His mother was also a tall person and had long hair tied in a ponytail. She talked a great deal, about subjects.  In this she was the opposite of their father.  According to their culture, the first thing you have to learn in life as a child is how to read and write using the 'Tifinagh' script. Mothers are the ones who take on this role; every mother in Tuareg society is a teacher.  Along with two of his eldest brothers we had to sit around the fire, for hour after hour, repeating the words while writing them on the sand, until, eventually, we'd all fall fast asleep. 
A Tuareg woman teaching her children Tifinagh

 In the 1970s and '80s drought struck most parts of the Sahara Desert, and many Tuareg nomads, including our family lost their animals and livestock.   New refugee settlements had to be built on the edge of various growing towns and cities in the south of Algeria and Libya. In 1980, three years before Kawcen was born, Colonel Qaddafi invited the Tuareg to what he calls himself  the original homeland of all Tuareg (Libya).  In 1981, two years before Kawcen was born, Colonel Qaddafi made a number of promises to the Tuareg in Libya, including good housing, free education. He even promised Libyan nationality. His invitation even reached as far as Timbuktu. Hundreds of nomads from all parts of the Sahara made their way to Libya. Qaddafi’s people received them in places that looked like refugee camps but with promises that they would provide better accommodation for them and their families. Later however it became clear that Qaddafi’s historic speech was merely political rhetoric and not of any help to the Tuareg, as many had expected at the beginning.  In fact Qaddafi's purpose was to recruit more soldiers for his weak army, to fight his stupid wars in Chad, Lebanon and elsewhere. Qaddafi knew how good and fierce Tuareg fighters were. But many Tuareg nomads who answered Qaddafi’s appeal simply ended up living permanently in refugee camps and ghettos without any citizen's rights.  Against their wishes their children were sent off to fight Qaddafi's hopeless wars, eventually lost, in Chad and Lebanon. Many of them were either killed or just ‘disappeared'.

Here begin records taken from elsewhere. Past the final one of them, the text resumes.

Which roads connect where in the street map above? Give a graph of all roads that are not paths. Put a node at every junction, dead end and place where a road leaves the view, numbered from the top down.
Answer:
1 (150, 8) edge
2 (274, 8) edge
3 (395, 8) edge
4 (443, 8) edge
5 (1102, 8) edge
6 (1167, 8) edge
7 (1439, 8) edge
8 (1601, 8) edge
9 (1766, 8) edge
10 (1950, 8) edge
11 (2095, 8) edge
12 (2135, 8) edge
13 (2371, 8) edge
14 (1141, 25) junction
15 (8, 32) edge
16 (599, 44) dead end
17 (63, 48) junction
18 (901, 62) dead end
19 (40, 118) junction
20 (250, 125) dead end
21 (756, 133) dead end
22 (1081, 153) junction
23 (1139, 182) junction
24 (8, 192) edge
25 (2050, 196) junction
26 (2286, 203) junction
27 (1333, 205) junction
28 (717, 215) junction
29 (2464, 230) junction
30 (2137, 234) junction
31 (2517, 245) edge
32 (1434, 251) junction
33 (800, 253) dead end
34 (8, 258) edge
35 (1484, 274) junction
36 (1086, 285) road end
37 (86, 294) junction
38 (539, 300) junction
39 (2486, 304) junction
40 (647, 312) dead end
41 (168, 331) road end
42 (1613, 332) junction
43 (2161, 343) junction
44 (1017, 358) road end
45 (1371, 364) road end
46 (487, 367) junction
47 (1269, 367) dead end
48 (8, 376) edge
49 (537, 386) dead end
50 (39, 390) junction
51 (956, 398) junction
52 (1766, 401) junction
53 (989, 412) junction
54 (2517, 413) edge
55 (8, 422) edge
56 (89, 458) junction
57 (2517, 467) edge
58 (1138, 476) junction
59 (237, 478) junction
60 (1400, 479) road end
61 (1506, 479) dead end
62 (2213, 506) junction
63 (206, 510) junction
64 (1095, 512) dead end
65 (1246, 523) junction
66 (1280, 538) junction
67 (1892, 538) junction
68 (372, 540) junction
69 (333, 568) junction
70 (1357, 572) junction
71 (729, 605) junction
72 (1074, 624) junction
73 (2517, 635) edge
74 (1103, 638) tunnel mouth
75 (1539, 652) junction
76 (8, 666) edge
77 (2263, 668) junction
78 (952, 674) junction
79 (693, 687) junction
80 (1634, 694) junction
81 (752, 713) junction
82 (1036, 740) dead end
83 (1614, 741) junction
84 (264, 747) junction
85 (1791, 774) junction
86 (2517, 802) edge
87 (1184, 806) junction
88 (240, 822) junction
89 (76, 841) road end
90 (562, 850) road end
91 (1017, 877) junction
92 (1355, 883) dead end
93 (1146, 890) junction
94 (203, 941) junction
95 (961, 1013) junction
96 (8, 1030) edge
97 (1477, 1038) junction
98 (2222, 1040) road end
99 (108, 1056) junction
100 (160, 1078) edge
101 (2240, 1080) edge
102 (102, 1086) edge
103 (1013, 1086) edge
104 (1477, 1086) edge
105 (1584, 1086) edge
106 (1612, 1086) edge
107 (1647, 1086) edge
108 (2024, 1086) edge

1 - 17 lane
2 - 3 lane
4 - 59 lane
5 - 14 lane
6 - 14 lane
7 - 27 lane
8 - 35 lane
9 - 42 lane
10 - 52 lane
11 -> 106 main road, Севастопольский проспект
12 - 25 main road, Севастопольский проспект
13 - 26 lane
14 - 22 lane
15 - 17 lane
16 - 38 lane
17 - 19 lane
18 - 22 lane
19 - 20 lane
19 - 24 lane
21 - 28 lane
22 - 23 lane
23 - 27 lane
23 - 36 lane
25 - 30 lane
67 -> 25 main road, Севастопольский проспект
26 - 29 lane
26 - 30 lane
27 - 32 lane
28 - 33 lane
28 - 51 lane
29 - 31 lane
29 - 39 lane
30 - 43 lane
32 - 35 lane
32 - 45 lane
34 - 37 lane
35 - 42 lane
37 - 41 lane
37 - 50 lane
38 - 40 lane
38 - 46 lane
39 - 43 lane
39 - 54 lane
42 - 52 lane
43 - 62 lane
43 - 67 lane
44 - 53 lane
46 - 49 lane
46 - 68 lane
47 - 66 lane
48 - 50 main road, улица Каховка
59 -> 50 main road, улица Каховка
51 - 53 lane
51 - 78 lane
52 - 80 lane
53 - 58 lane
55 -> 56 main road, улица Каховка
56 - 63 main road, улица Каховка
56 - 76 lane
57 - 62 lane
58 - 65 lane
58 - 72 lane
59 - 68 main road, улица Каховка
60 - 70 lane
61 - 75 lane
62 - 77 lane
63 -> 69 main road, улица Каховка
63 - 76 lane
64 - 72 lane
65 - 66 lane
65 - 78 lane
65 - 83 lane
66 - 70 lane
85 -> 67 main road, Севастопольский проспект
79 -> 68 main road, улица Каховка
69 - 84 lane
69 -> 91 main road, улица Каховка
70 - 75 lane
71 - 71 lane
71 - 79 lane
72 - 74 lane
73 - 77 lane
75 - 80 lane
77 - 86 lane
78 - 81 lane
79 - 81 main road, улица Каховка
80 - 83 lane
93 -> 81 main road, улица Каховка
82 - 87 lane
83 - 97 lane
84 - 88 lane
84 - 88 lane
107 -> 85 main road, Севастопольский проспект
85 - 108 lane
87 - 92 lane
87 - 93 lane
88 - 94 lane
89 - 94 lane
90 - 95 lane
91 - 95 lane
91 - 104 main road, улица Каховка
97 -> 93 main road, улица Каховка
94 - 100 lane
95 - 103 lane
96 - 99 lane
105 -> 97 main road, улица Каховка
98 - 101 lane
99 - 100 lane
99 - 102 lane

 Kawcen was only six years old when the family moved into 'Alttyouri Camp', in Sebha, 700 km south of Tripoli.  He calls this horrible place a ghetto. It was one of many camps that the Qaddafi regime established as an open prison in which to gather his victims before sending them off to the front lines in Chad and Lebanon.  It was one of the worst and dirtiest places on the planet. There was only a single well where people could get drinkable water.   All the houses were made of mud and there was no sewage system. The streets were extremely narrow, and the whole neighbourhood was surrounded by a huge wall. This was in order to prevent the people inside from being connected to the outside world. It was also built to hide the appalling and inhuman conditions in which the Tuareg were living. While Kawcen was growing up a lot of questions developed in his head. One of them was this:  'What makes this government treat us like strangers in the land of our birth?